Go through the entries below and collect each line with the string "main" in it.

- **Dataset entries**
===

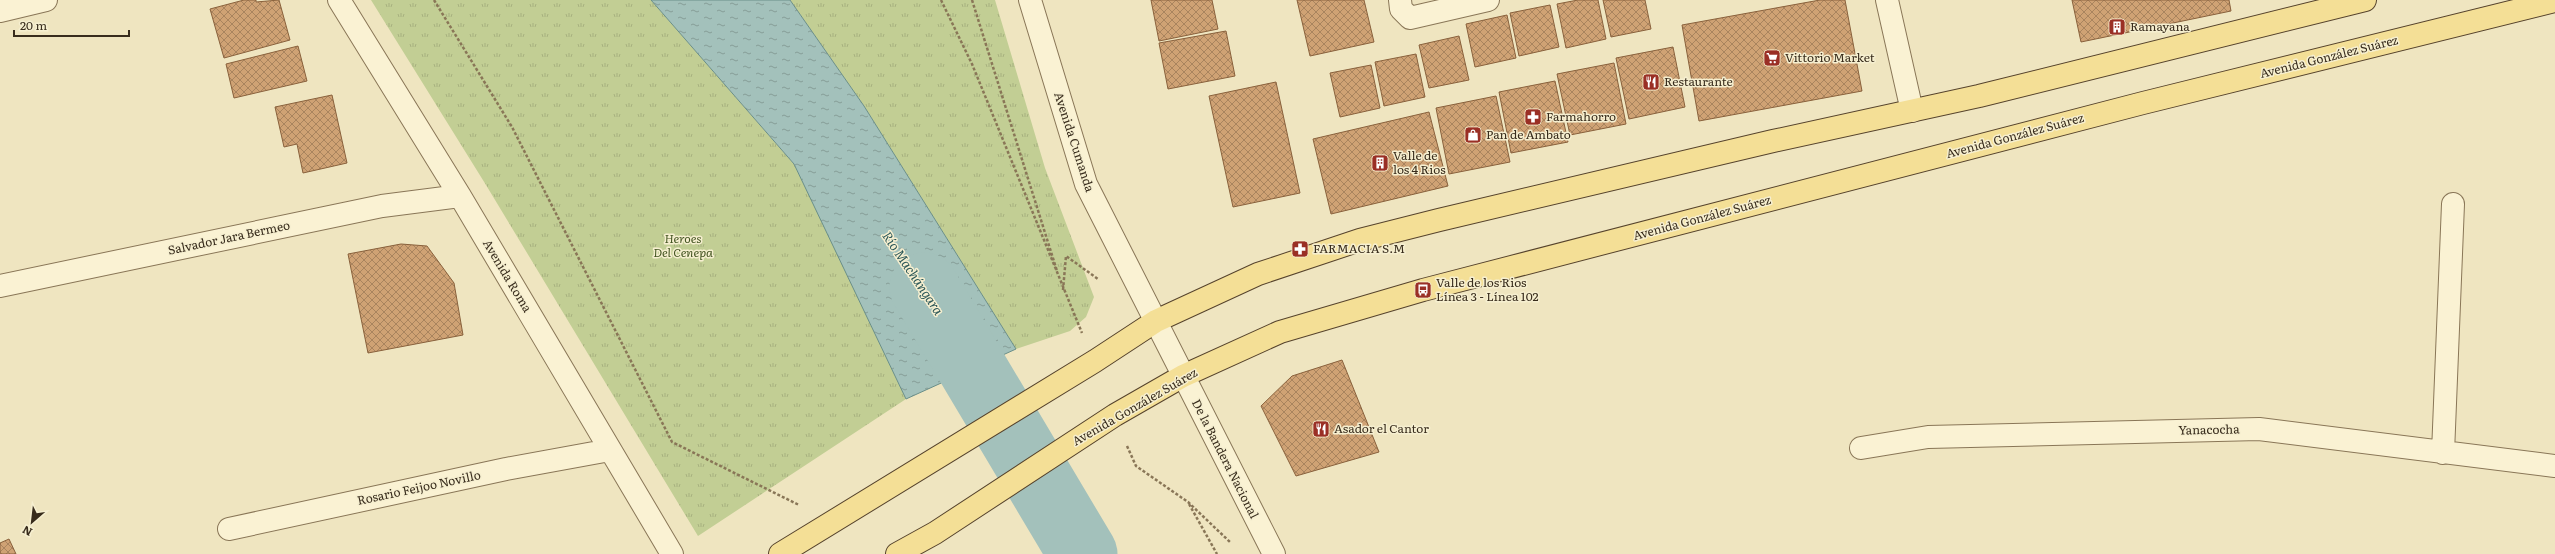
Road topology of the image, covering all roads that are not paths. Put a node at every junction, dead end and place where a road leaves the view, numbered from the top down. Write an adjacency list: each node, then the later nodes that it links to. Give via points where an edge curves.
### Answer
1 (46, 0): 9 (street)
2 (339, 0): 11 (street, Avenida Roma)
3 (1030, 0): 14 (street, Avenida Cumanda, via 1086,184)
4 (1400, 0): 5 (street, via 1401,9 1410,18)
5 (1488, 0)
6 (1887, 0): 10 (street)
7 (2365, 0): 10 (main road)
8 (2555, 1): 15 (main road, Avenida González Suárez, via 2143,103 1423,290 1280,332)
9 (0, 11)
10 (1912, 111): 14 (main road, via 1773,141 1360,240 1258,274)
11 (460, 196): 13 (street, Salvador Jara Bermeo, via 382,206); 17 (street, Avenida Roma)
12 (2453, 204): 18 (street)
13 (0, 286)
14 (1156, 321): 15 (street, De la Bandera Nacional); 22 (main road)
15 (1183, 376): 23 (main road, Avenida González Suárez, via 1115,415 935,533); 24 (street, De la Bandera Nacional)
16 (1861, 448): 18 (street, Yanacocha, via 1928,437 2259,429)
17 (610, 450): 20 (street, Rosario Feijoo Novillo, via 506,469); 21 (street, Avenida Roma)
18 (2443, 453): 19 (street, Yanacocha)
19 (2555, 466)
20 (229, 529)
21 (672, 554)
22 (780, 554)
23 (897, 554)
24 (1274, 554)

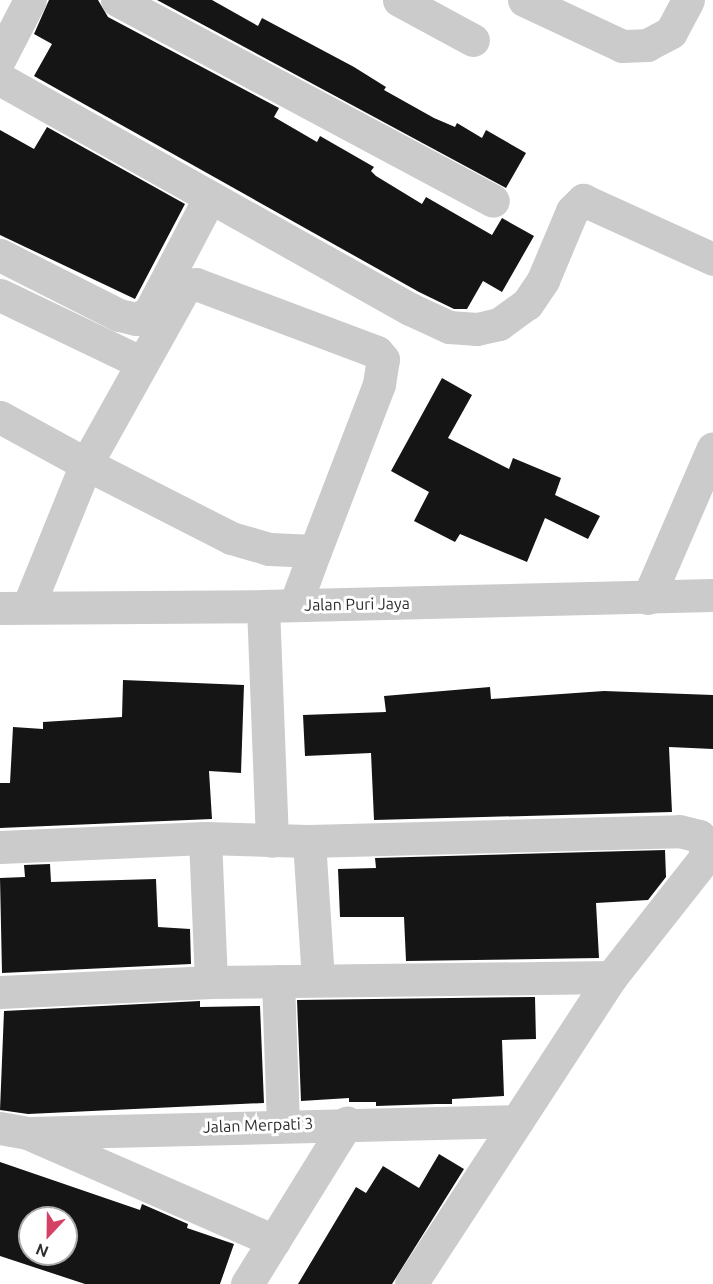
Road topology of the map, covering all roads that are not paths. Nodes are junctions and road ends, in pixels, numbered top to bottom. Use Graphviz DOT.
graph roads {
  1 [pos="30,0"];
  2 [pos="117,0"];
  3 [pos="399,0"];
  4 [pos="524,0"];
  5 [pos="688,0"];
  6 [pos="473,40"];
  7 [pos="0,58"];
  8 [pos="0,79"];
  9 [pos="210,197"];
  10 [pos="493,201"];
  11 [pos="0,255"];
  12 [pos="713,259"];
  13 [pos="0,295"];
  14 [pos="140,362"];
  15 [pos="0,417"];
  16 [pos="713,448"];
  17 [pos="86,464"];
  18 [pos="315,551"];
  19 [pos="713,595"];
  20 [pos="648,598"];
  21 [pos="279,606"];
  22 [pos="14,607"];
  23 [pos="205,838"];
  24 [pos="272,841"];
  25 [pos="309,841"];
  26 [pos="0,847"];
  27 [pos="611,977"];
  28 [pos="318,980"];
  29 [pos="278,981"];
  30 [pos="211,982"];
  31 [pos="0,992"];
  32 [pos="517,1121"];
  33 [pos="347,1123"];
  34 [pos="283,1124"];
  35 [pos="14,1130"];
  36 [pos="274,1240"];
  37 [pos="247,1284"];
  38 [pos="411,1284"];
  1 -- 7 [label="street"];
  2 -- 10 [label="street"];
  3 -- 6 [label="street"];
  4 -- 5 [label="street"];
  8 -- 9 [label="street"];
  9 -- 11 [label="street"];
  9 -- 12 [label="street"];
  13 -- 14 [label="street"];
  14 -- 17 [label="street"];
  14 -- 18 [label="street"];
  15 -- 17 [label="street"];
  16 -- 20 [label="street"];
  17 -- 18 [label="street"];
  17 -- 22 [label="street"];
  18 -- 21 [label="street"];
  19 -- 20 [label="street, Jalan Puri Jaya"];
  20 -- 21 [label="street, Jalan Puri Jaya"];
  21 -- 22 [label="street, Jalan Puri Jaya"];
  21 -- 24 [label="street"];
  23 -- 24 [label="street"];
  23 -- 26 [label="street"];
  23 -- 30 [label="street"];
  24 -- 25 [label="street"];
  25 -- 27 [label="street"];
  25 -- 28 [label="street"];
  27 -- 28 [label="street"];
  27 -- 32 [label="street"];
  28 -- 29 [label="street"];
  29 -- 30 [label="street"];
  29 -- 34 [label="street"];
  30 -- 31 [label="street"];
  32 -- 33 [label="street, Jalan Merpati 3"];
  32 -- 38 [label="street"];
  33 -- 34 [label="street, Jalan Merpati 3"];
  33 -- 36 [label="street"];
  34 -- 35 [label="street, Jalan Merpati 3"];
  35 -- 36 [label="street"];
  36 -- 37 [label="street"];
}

===

- **FINISHED TASK**
7 (2365, 0): 10 (main road)
8 (2555, 1): 15 (main road, Avenida González Suárez, via 2143,103 1423,290 1280,332)
10 (1912, 111): 14 (main road, via 1773,141 1360,240 1258,274)
14 (1156, 321): 15 (street, De la Bandera Nacional); 22 (main road)
15 (1183, 376): 23 (main road, Avenida González Suárez, via 1115,415 935,533); 24 (street, De la Bandera Nacional)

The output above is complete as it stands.